We stayed in exactly the same hotel in the middle of China Town, surrounded by all of the market stalls, fakes, hustlers, copy DVDs and ear waxers. A good place to escape the city's choking traffic fumes. I read in their tourist pamphlets that Kuala Lumpur is supposedly called 'The Garden City'. Someone must have built the garden round the back somewhere, because this is the last title I would choose to give it. Don't get me wrong, it is still a great city, bustling with noodle stands and friendly, honest people; just no gardens to speak of that I've ever seen, well, unless garden is a Malay word for sucking on an exhaust pipe.

Crossing into Malaysia

We crossed the border through to Malaysia, stopping in Pulau Penang, an island just off the Malaysian coast. This is an ex-British-owned island and is now a big resort island. Unfortunately after coming from the southern Thai beaches, it seems like a bit of a poor cousin. The beaches weren't very nice and we couldn't work out why it was such a big resort draw. The Langkawi islands are only a little further north and so is Thailand. Oh well, the people were lovely and we took the chance to treat ourselves at a cheesy pirate ship themed restaurant.



Saturday 13 December 2008

Phuket to Songkhla

It was time to say goodbye to Keely and Kev. It was great having good company to hang out with during the trip.







After only four hours sleep due to a goodbye party in Patong that overstepped the bounds of decency, we headed out of Phuket on an eight hour bus journey to Hat Yai. After a gruelling bus trip we got off, said "That was horrible; never again!", only to hop onto the Hat Yai to Songkhla bus which was ten times worse. This bus had a sub-woofer in the back and they played bad Thai karaoke videos at full volume all the way to Songkhla. I can assure you that Thai Karaoke is an entirely passable experience.

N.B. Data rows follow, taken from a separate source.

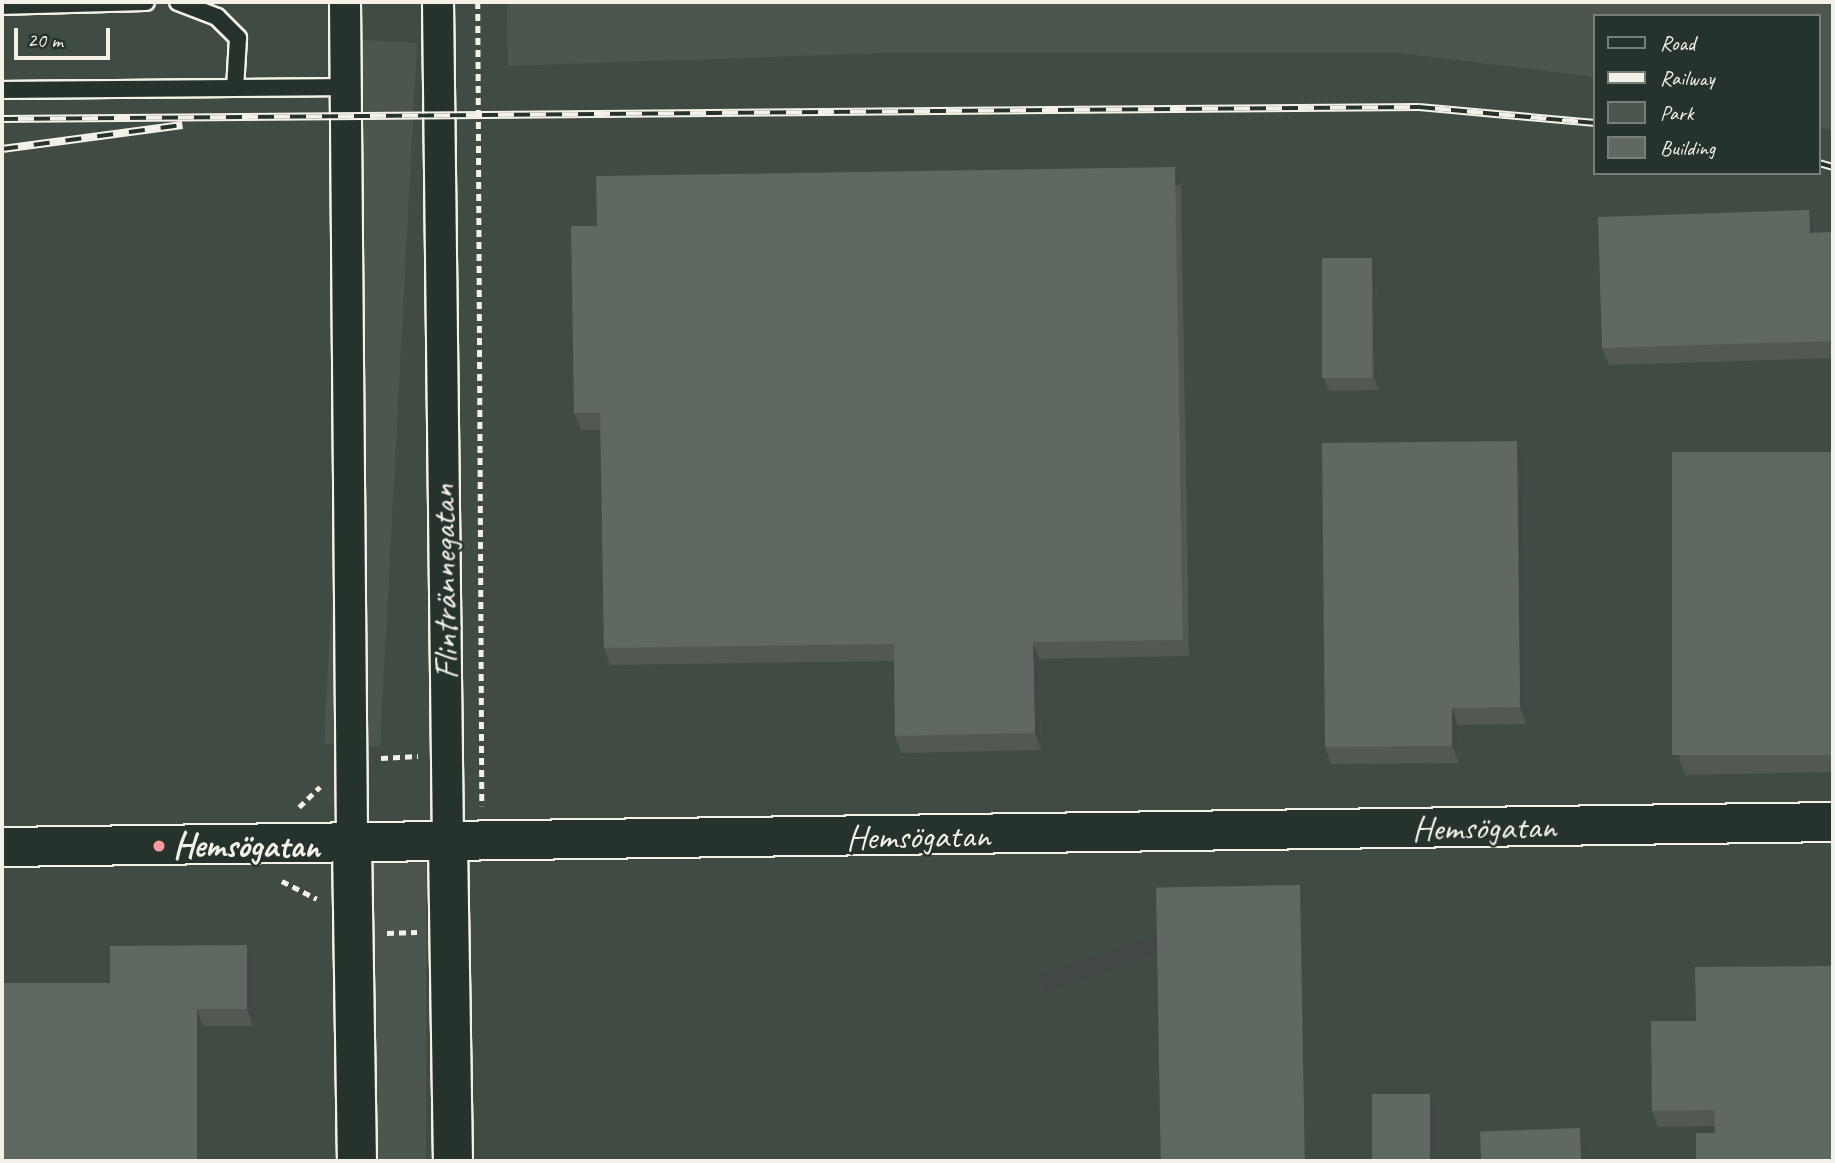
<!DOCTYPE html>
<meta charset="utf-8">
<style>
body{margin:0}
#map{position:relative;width:1835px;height:1163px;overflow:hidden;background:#323e38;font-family:Caveat,sans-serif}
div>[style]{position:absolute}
.built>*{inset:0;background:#404b44}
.green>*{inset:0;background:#4c564f;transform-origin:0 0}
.path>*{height:4.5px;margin-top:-2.25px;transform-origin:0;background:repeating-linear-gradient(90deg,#f4f1e8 0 7px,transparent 0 12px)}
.roads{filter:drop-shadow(2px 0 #f4f1e8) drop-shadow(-2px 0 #f4f1e8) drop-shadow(0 2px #f4f1e8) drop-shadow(0 -2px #f4f1e8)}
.lane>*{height:16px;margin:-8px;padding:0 8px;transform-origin:8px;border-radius:8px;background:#26332d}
.street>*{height:30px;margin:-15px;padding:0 15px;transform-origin:15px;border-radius:15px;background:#26332d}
.secondary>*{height:38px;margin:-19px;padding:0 19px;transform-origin:19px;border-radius:19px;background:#26332d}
.rail>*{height:8px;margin-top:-4px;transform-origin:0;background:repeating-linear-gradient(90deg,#26332d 0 16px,#f4f1e8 0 32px);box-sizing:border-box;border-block:2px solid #f4f1e8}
.wall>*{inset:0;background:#525953}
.shaded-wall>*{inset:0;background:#424944;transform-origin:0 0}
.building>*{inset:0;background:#5f6861;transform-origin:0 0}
.dots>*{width:19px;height:19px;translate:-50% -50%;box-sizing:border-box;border:4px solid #26332d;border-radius:50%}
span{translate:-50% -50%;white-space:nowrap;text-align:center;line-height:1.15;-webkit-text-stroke:5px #26332d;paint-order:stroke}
.street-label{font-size:35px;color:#f4f1e8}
.poi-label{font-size:35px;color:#f4f1e8;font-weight:700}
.left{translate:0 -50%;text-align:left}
.frame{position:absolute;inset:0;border:4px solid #f4f1e8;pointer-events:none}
.legend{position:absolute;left:1593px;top:14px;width:228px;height:161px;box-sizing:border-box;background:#26332d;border:2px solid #787f78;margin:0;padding:9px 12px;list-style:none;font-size:21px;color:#f4f1e8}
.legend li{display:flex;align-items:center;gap:14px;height:35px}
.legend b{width:35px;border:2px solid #787f78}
.scale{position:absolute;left:14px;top:28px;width:96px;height:32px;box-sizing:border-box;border:4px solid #f4f1e8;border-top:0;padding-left:9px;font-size:21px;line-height:24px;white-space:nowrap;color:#f4f1e8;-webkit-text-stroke:5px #26332d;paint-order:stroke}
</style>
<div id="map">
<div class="built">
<i style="clip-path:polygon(evenodd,2px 2px,1833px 2px,1833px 1161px,2px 1161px,2px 2px,1595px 16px,1819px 16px,1819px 173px,1595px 173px,1595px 16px)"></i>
</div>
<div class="green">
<i style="clip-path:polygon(507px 2px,1833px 2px,1833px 131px,1819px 127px,1819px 16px,1595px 16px,1595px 77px,1399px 53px,888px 53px,508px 66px)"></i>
<i style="left:361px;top:40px;width:56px;height:705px;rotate:3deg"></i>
<i style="left:370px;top:863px;width:56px;height:298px"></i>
</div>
<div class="path">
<i style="left:478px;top:2px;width:804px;rotate:89.71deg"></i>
<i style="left:381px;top:758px;width:37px;rotate:-3deg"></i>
<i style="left:299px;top:807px;width:29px;rotate:-44deg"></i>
<i style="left:282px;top:881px;width:39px;rotate:27deg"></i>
<i style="left:387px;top:933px;width:30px;rotate:-2deg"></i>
</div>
<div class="roads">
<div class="lane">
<i style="left:178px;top:2px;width:42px;rotate:21deg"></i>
<i style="left:217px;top:17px;width:30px;rotate:45deg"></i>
<i style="left:238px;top:38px;width:50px;rotate:93.4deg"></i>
<i style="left:2px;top:6px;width:144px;rotate:-1.6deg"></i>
<i style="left:2px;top:90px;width:343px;rotate:-0.5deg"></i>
</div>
<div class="street">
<i style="left:345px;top:2px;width:843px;rotate:89.52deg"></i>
<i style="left:438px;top:2px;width:842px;rotate:89.32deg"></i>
</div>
<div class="secondary">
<i style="left:448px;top:844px;width:317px;rotate:89.1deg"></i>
<i style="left:352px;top:845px;width:316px;rotate:89.1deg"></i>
<i style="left:2px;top:847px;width:1831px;rotate:-0.78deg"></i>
</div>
</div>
<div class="rail">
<i style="left:2px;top:119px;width:1417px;rotate:-0.49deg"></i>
<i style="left:1419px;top:107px;width:177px;rotate:5.2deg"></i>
<i style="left:2px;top:149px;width:182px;rotate:-7.6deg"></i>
<i style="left:1819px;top:163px;width:15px;rotate:16deg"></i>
</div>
<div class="wall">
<i style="clip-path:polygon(1181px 184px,1189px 656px,1039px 659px,1041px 750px,901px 753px,895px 736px,894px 661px,610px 665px,604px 648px,601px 430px,581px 430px,574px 413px,597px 226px)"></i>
<i style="clip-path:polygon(1815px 227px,1816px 233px,1833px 232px,1833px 358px,1609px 365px,1602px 348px)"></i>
<i style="clip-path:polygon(1376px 271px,1379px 390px,1329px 391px,1324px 378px)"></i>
<i style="clip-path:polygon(1517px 441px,1524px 458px,1526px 724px,1458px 725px,1459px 763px,1331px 764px,1325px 747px)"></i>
<i style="clip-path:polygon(1833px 452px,1833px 772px,1685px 775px,1679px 758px)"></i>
<i style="clip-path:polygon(253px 962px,253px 1026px,203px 1026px,110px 983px)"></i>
<i style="clip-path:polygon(1833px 966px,1715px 1126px,1658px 1127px,1652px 1111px,1696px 1021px)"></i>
</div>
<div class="shaded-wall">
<i style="left:1175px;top:167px;width:18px;height:473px;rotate:71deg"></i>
<i style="clip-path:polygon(1809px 210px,1815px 227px,1816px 249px,1810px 233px)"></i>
<i style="clip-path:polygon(1372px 258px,1376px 271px,1379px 390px,1374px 377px)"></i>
<i style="clip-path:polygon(1517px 441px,1524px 458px,1526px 724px,1520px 707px)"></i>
<i style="clip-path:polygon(1033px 642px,1039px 659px,1041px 750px,1035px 733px)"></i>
<i style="clip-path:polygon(1452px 708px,1458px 725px,1459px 763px,1452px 746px)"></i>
<i style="left:1300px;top:885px;width:18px;height:276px;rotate:71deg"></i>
<i style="clip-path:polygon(247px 945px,253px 962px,253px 1026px,247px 1009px)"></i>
<i style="left:197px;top:1009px;width:18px;height:152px;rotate:71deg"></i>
<i style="clip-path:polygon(1430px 1094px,1436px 1110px,1436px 1161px,1430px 1161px)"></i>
<i style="clip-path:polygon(1580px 1128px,1586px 1145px,1587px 1161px,1581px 1161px)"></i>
</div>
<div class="building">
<i style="clip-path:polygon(1175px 167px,1183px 640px,1033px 642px,1035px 733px,895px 736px,894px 644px,604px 648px,600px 413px,574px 413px,571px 226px,597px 226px,596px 176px)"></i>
<i style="clip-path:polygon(1809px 210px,1810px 233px,1833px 232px,1833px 341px,1602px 348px,1598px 217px)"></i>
<i style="left:1322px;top:258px;width:50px;height:120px"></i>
<i style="clip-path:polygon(1517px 441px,1520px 707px,1452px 708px,1452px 746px,1325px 747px,1322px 443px)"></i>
<i style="left:1833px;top:452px;width:303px;height:161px;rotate:90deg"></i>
<i style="left:1300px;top:885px;width:276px;height:144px;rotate:89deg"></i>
<i style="clip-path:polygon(247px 945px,247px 1009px,197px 1009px,197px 1161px,2px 1161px,2px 983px,110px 983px,110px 946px)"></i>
<i style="clip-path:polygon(1833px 966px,1833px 1161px,1696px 1161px,1696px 1133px,1715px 1133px,1714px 1110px,1652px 1111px,1651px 1021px,1696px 1021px,1695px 967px)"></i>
<i style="left:1372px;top:1094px;width:58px;height:67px"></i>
<i style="left:1580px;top:1128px;width:33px;height:100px;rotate:88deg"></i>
</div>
<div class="dots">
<i style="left:159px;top:846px;background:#ff9aa2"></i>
</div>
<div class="street-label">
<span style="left:445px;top:582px;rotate:-91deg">Flintrännegatan</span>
<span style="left:1484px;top:828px;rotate:-1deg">Hemsögatan</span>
<span style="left:918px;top:837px;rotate:-1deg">Hemsögatan</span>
</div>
<div class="poi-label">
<span class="left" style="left:173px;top:846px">Hemsögatan</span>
</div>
<div class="frame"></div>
<ul class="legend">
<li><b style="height:9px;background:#26332d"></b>Road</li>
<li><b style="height:9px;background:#f4f1e8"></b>Railway</li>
<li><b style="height:19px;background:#4c564f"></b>Park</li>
<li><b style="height:19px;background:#5f6861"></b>Building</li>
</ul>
<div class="scale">20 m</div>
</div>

The Thais helped us again with their friendly ways. A family helped us get to our guest house and went out of their way to make sure we got there safely. No wonder everyone loves this country.

We shared the room with two cockroaches the size of my fist, but we couldn't have been happier to see that bed. Sixteen hours of travelling and that bed was ours. Happy days.

The next day was spent in Songkhla recovering with nice coffees and a visit to the lucky mermaid statue. Local myth says that stroking her boobs brings you good luck. I figure that if I'm stroking some boobs I've already had some good luck!